#### Input records ####
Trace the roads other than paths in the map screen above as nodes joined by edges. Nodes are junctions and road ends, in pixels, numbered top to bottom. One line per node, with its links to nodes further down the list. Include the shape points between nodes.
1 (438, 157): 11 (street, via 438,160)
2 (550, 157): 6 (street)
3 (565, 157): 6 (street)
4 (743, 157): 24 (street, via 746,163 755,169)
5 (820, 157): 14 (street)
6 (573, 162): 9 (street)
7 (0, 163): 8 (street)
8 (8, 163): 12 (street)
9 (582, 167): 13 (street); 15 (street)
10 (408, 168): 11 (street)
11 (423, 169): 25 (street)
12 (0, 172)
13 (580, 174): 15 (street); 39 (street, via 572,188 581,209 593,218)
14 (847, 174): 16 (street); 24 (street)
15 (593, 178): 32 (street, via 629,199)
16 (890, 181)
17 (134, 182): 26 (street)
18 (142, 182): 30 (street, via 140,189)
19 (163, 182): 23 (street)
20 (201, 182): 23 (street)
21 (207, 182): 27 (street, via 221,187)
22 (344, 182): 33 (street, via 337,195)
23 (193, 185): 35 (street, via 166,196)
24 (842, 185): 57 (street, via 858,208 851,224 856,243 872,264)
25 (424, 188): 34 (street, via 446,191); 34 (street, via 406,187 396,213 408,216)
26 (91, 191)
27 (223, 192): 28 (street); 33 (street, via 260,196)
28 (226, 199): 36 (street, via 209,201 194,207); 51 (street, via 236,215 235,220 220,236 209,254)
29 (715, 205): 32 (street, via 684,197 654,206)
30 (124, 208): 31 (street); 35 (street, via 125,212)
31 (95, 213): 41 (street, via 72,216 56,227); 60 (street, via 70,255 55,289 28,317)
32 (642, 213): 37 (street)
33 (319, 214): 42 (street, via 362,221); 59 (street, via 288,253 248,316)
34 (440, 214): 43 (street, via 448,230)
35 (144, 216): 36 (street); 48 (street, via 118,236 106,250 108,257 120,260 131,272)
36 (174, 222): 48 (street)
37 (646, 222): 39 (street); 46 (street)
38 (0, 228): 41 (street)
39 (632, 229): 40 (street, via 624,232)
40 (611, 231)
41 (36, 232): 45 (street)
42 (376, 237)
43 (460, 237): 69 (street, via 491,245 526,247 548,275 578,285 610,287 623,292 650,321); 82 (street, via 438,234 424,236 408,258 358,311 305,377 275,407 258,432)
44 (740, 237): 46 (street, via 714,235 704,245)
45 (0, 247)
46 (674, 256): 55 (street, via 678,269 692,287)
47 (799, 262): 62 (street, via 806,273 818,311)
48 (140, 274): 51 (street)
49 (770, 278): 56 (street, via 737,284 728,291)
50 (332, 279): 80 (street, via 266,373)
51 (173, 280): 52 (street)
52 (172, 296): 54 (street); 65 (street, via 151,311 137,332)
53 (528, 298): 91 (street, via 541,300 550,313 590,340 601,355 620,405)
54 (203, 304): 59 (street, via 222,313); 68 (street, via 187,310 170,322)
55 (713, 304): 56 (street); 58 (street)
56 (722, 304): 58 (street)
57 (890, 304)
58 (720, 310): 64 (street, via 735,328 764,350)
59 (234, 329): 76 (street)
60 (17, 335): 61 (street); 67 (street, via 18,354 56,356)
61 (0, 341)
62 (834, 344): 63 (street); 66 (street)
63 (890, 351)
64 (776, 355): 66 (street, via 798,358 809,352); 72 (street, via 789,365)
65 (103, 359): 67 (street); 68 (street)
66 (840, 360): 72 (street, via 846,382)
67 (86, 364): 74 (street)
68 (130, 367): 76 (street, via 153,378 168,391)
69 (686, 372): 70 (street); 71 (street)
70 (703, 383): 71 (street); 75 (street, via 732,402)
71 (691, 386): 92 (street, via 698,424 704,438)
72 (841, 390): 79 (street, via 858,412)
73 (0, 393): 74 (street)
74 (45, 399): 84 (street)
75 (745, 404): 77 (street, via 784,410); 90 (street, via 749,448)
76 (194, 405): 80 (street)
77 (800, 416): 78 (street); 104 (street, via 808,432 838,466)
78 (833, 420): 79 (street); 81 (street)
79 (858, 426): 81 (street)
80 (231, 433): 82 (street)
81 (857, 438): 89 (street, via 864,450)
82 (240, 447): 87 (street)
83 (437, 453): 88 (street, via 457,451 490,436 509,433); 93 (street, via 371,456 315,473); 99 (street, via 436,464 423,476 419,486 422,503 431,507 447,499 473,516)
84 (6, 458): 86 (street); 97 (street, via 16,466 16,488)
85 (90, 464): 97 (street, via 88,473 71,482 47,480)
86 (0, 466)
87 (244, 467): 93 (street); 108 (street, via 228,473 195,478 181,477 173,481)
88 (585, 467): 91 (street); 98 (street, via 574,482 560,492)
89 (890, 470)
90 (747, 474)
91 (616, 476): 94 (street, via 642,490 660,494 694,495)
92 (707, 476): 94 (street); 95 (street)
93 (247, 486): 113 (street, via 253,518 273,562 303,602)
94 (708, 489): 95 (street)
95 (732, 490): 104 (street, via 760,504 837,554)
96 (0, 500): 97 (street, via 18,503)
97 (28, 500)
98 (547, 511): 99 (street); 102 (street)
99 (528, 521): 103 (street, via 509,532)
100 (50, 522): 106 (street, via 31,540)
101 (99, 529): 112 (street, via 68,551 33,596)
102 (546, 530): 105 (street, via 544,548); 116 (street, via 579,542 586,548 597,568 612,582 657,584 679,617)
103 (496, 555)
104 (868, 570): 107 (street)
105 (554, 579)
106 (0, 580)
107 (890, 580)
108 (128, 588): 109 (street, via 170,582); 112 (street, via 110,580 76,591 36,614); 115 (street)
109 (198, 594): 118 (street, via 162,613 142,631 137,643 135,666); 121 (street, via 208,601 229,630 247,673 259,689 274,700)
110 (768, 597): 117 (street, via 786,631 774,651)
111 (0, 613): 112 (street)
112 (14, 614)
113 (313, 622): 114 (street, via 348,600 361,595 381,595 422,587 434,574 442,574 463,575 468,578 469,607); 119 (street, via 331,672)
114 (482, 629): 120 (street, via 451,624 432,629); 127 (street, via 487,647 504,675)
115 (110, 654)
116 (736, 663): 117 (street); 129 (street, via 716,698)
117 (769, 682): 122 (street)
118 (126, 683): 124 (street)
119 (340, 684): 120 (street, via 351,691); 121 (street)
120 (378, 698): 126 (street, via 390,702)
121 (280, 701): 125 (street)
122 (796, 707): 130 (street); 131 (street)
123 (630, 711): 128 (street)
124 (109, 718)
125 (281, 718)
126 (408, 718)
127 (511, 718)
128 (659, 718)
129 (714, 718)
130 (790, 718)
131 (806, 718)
####
Every line of the data above is to be repeated exactly.

▶ **Answer area**
Trace the roads other than paths in the map screen above as nodes joined by edges. Nodes are junctions and road ends, in pixels, numbered top to bottom. One line per node, with its links to nodes further down the list. Include the shape points between nodes.
1 (438, 157): 11 (street, via 438,160)
2 (550, 157): 6 (street)
3 (565, 157): 6 (street)
4 (743, 157): 24 (street, via 746,163 755,169)
5 (820, 157): 14 (street)
6 (573, 162): 9 (street)
7 (0, 163): 8 (street)
8 (8, 163): 12 (street)
9 (582, 167): 13 (street); 15 (street)
10 (408, 168): 11 (street)
11 (423, 169): 25 (street)
12 (0, 172)
13 (580, 174): 15 (street); 39 (street, via 572,188 581,209 593,218)
14 (847, 174): 16 (street); 24 (street)
15 (593, 178): 32 (street, via 629,199)
16 (890, 181)
17 (134, 182): 26 (street)
18 (142, 182): 30 (street, via 140,189)
19 (163, 182): 23 (street)
20 (201, 182): 23 (street)
21 (207, 182): 27 (street, via 221,187)
22 (344, 182): 33 (street, via 337,195)
23 (193, 185): 35 (street, via 166,196)
24 (842, 185): 57 (street, via 858,208 851,224 856,243 872,264)
25 (424, 188): 34 (street, via 446,191); 34 (street, via 406,187 396,213 408,216)
26 (91, 191)
27 (223, 192): 28 (street); 33 (street, via 260,196)
28 (226, 199): 36 (street, via 209,201 194,207); 51 (street, via 236,215 235,220 220,236 209,254)
29 (715, 205): 32 (street, via 684,197 654,206)
30 (124, 208): 31 (street); 35 (street, via 125,212)
31 (95, 213): 41 (street, via 72,216 56,227); 60 (street, via 70,255 55,289 28,317)
32 (642, 213): 37 (street)
33 (319, 214): 42 (street, via 362,221); 59 (street, via 288,253 248,316)
34 (440, 214): 43 (street, via 448,230)
35 (144, 216): 36 (street); 48 (street, via 118,236 106,250 108,257 120,260 131,272)
36 (174, 222): 48 (street)
37 (646, 222): 39 (street); 46 (street)
38 (0, 228): 41 (street)
39 (632, 229): 40 (street, via 624,232)
40 (611, 231)
41 (36, 232): 45 (street)
42 (376, 237)
43 (460, 237): 69 (street, via 491,245 526,247 548,275 578,285 610,287 623,292 650,321); 82 (street, via 438,234 424,236 408,258 358,311 305,377 275,407 258,432)
44 (740, 237): 46 (street, via 714,235 704,245)
45 (0, 247)
46 (674, 256): 55 (street, via 678,269 692,287)
47 (799, 262): 62 (street, via 806,273 818,311)
48 (140, 274): 51 (street)
49 (770, 278): 56 (street, via 737,284 728,291)
50 (332, 279): 80 (street, via 266,373)
51 (173, 280): 52 (street)
52 (172, 296): 54 (street); 65 (street, via 151,311 137,332)
53 (528, 298): 91 (street, via 541,300 550,313 590,340 601,355 620,405)
54 (203, 304): 59 (street, via 222,313); 68 (street, via 187,310 170,322)
55 (713, 304): 56 (street); 58 (street)
56 (722, 304): 58 (street)
57 (890, 304)
58 (720, 310): 64 (street, via 735,328 764,350)
59 (234, 329): 76 (street)
60 (17, 335): 61 (street); 67 (street, via 18,354 56,356)
61 (0, 341)
62 (834, 344): 63 (street); 66 (street)
63 (890, 351)
64 (776, 355): 66 (street, via 798,358 809,352); 72 (street, via 789,365)
65 (103, 359): 67 (street); 68 (street)
66 (840, 360): 72 (street, via 846,382)
67 (86, 364): 74 (street)
68 (130, 367): 76 (street, via 153,378 168,391)
69 (686, 372): 70 (street); 71 (street)
70 (703, 383): 71 (street); 75 (street, via 732,402)
71 (691, 386): 92 (street, via 698,424 704,438)
72 (841, 390): 79 (street, via 858,412)
73 (0, 393): 74 (street)
74 (45, 399): 84 (street)
75 (745, 404): 77 (street, via 784,410); 90 (street, via 749,448)
76 (194, 405): 80 (street)
77 (800, 416): 78 (street); 104 (street, via 808,432 838,466)
78 (833, 420): 79 (street); 81 (street)
79 (858, 426): 81 (street)
80 (231, 433): 82 (street)
81 (857, 438): 89 (street, via 864,450)
82 (240, 447): 87 (street)
83 (437, 453): 88 (street, via 457,451 490,436 509,433); 93 (street, via 371,456 315,473); 99 (street, via 436,464 423,476 419,486 422,503 431,507 447,499 473,516)
84 (6, 458): 86 (street); 97 (street, via 16,466 16,488)
85 (90, 464): 97 (street, via 88,473 71,482 47,480)
86 (0, 466)
87 (244, 467): 93 (street); 108 (street, via 228,473 195,478 181,477 173,481)
88 (585, 467): 91 (street); 98 (street, via 574,482 560,492)
89 (890, 470)
90 (747, 474)
91 (616, 476): 94 (street, via 642,490 660,494 694,495)
92 (707, 476): 94 (street); 95 (street)
93 (247, 486): 113 (street, via 253,518 273,562 303,602)
94 (708, 489): 95 (street)
95 (732, 490): 104 (street, via 760,504 837,554)
96 (0, 500): 97 (street, via 18,503)
97 (28, 500)
98 (547, 511): 99 (street); 102 (street)
99 (528, 521): 103 (street, via 509,532)
100 (50, 522): 106 (street, via 31,540)
101 (99, 529): 112 (street, via 68,551 33,596)
102 (546, 530): 105 (street, via 544,548); 116 (street, via 579,542 586,548 597,568 612,582 657,584 679,617)
103 (496, 555)
104 (868, 570): 107 (street)
105 (554, 579)
106 (0, 580)
107 (890, 580)
108 (128, 588): 109 (street, via 170,582); 112 (street, via 110,580 76,591 36,614); 115 (street)
109 (198, 594): 118 (street, via 162,613 142,631 137,643 135,666); 121 (street, via 208,601 229,630 247,673 259,689 274,700)
110 (768, 597): 117 (street, via 786,631 774,651)
111 (0, 613): 112 (street)
112 (14, 614)
113 (313, 622): 114 (street, via 348,600 361,595 381,595 422,587 434,574 442,574 463,575 468,578 469,607); 119 (street, via 331,672)
114 (482, 629): 120 (street, via 451,624 432,629); 127 (street, via 487,647 504,675)
115 (110, 654)
116 (736, 663): 117 (street); 129 (street, via 716,698)
117 (769, 682): 122 (street)
118 (126, 683): 124 (street)
119 (340, 684): 120 (street, via 351,691); 121 (street)
120 (378, 698): 126 (street, via 390,702)
121 (280, 701): 125 (street)
122 (796, 707): 130 (street); 131 (street)
123 (630, 711): 128 (street)
124 (109, 718)
125 (281, 718)
126 (408, 718)
127 (511, 718)
128 (659, 718)
129 (714, 718)
130 (790, 718)
131 (806, 718)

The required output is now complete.